Tip elaborated by Ametller Origen, BBHI collaborating entity in the field of nutrition.
The leek is part of the garlic and onion family. We can find leeks all year round, but they are a winter vegetable that is very resistant to cold, which is when they have a more intense flavor and a larger size.
Leeks are sometimes overlooked, but they are a source of fructo-oligosaccharides (FOS), a type of fermentable fiber that favors the growth of beneficial bacteria in our colon. In addition, they improve intestinal transit and are useful for cases of constipation. (1,2)
Secondly, leeks help when it comes to hydrating our body as they are 90% water. In addition, they contain flavonoids, some compounds with antioxidant capacity and others with diuretic capacity, helping to purify the body through urine. (3)
As for vitamins, leeks are rich in folic acid, which is important for the correct formation of our blood cells.
They are also a good source of vitamin C, an antioxidant able to counteract the harmful action of free radicals, but it is necessary to be careful when cooking them, because heat reduces their vitamin C content. Therefore you should avoid cooking leeks at very high temperatures and for a long time.

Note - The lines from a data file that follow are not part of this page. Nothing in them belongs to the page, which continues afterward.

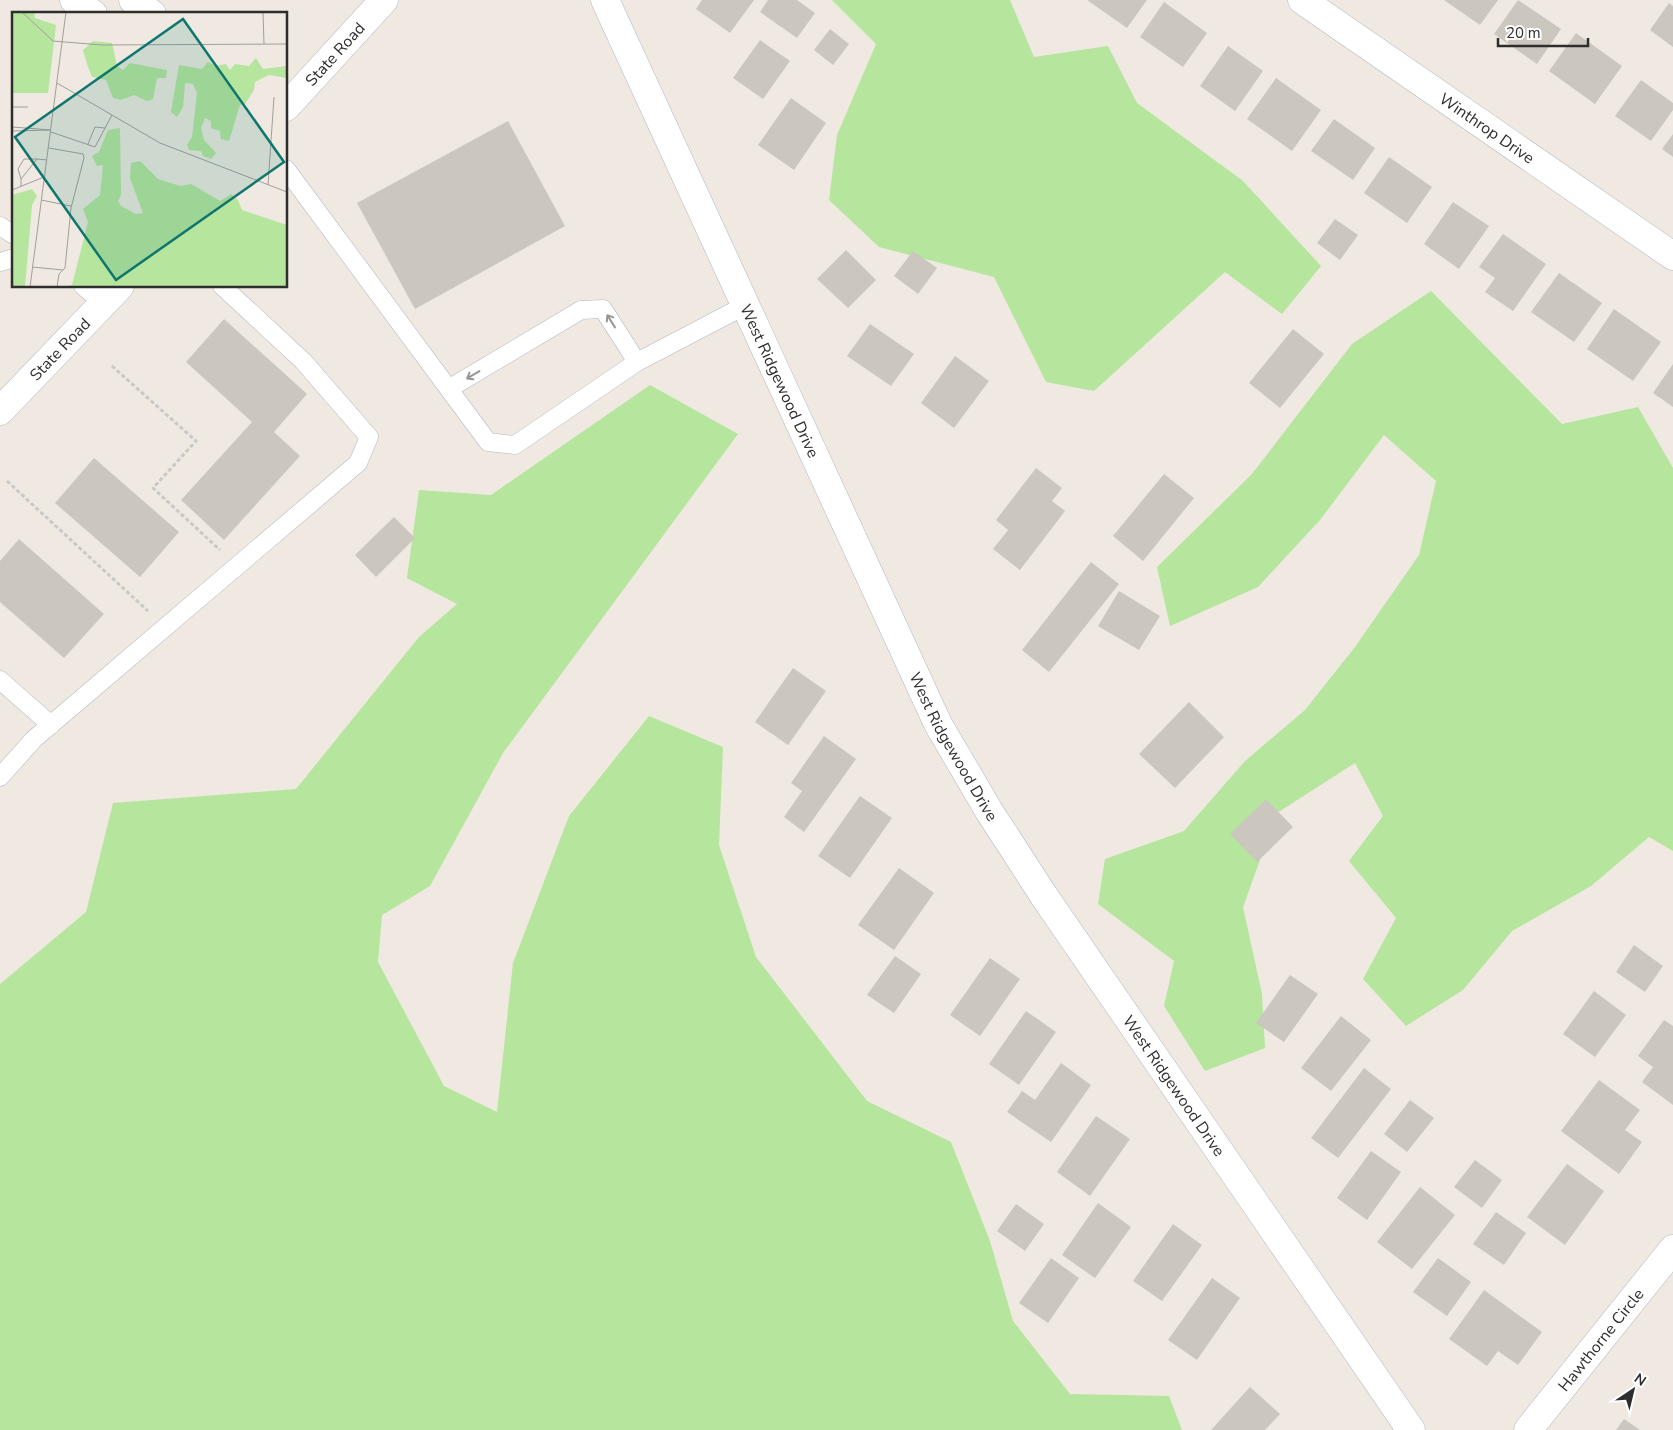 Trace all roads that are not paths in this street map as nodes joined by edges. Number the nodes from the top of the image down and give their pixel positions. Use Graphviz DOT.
graph roads {
  1 [pos="74,0"];
  2 [pos="133,0"];
  3 [pos="384,0"];
  4 [pos="605,0"];
  5 [pos="1302,0"];
  6 [pos="90,12"];
  7 [pos="149,12"];
  8 [pos="288,105"];
  9 [pos="288,172"];
  10 [pos="0,226"];
  11 [pos="12,234"];
  12 [pos="1673,256"];
  13 [pos="89,288"];
  14 [pos="224,288"];
  15 [pos="112,295"];
  16 [pos="746,305"];
  17 [pos="637,362"];
  18 [pos="450,388"];
  19 [pos="1,409"];
  20 [pos="0,680"];
  21 [pos="51,725"];
  22 [pos="0,777"];
  23 [pos="1673,1249"];
  24 [pos="1410,1430"];
  25 [pos="1528,1430"];
  1 -- 6 [label="street"];
  2 -- 7 [label="street"];
  3 -- 8 [label="street, State Road"];
  4 -- 16 [label="street, West Ridgewood Drive"];
  5 -- 12 [label="street, Winthrop Drive"];
  9 -- 18 [label="lane"];
  10 -- 11 [label="lane"];
  13 -- 15 [label="lane"];
  14 -- 21 [label="lane"];
  15 -- 19 [label="street, State Road"];
  16 -- 17 [label="lane"];
  16 -- 24 [label="street, West Ridgewood Drive"];
  17 -- 18 [label="lane, one-way"];
  17 -- 18 [label="lane"];
  20 -- 21 [label="lane"];
  21 -- 22 [label="lane"];
  23 -- 25 [label="street, Hawthorne Circle"];
}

When it comes to cooking leeks, the famous French dish vichyssoise comes to mind, but this vegetable offers us infinite possibilities to enjoy its taste, similar to onion but sweeter.
Leeks can be prepared raw, finely chopped and added to a salad or, on the coldest days, made into a soup, added to purées, quiches or tortillas or used as the base for a baked fish.
The stems should be firm and greenish with a very white root, avoiding those that have a yellowish color and stems with dry tips. They should be kept refrigerated, without cutting the stems.